PROBLEM REQUIREMENTS:
Your answer must be the full set of records, copied exactly, with no pictures in it.

SOURCE MATERIAL START

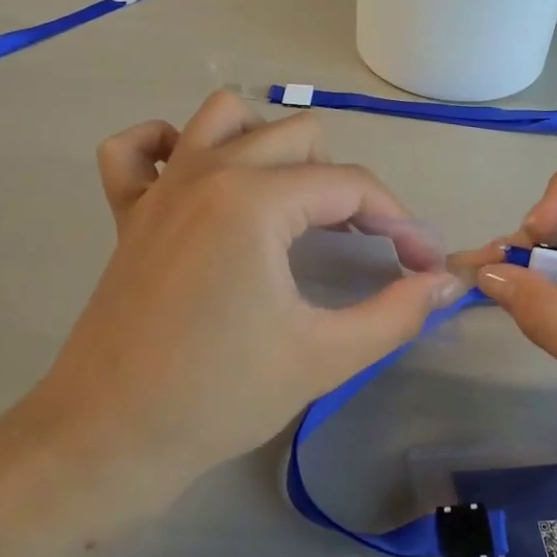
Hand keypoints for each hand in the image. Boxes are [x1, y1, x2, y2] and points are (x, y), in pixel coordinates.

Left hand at [28, 92, 464, 499]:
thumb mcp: (324, 355)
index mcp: (254, 200)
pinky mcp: (128, 212)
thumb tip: (447, 282)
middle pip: (298, 136)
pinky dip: (168, 148)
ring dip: (268, 145)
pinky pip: (137, 149)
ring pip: (223, 117)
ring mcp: (160, 186)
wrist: (109, 439)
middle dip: (342, 184)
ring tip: (288, 201)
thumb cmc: (219, 396)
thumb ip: (397, 313)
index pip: (350, 185)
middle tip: (359, 243)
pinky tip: (196, 182)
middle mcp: (206, 171)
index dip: (398, 221)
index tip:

SOURCE MATERIAL END

SOLVED EXERCISE:
Hand keypoints for each hand in the image. Boxes are [x1, y1, x2, y2] and points are (x, y), in pixel coordinates.

Left hand at [28, 92, 464, 499]:
thumb mcp: (324, 355)
index mcp: (254, 200)
pinky mcp: (128, 212)
thumb tip: (447, 282)
middle pip: (298, 136)
pinky dip: (168, 148)
ring dip: (268, 145)
pinky pip: (137, 149)
ring pip: (223, 117)
ring mcp: (160, 186)
wrist: (109, 439)
middle dip: (342, 184)
ring tip: (288, 201)
thumb cmc: (219, 396)
thumb ip: (397, 313)
index pip: (350, 185)
middle tip: (359, 243)
pinky tip: (196, 182)
middle mcp: (206, 171)
index dip: (398, 221)
index tip:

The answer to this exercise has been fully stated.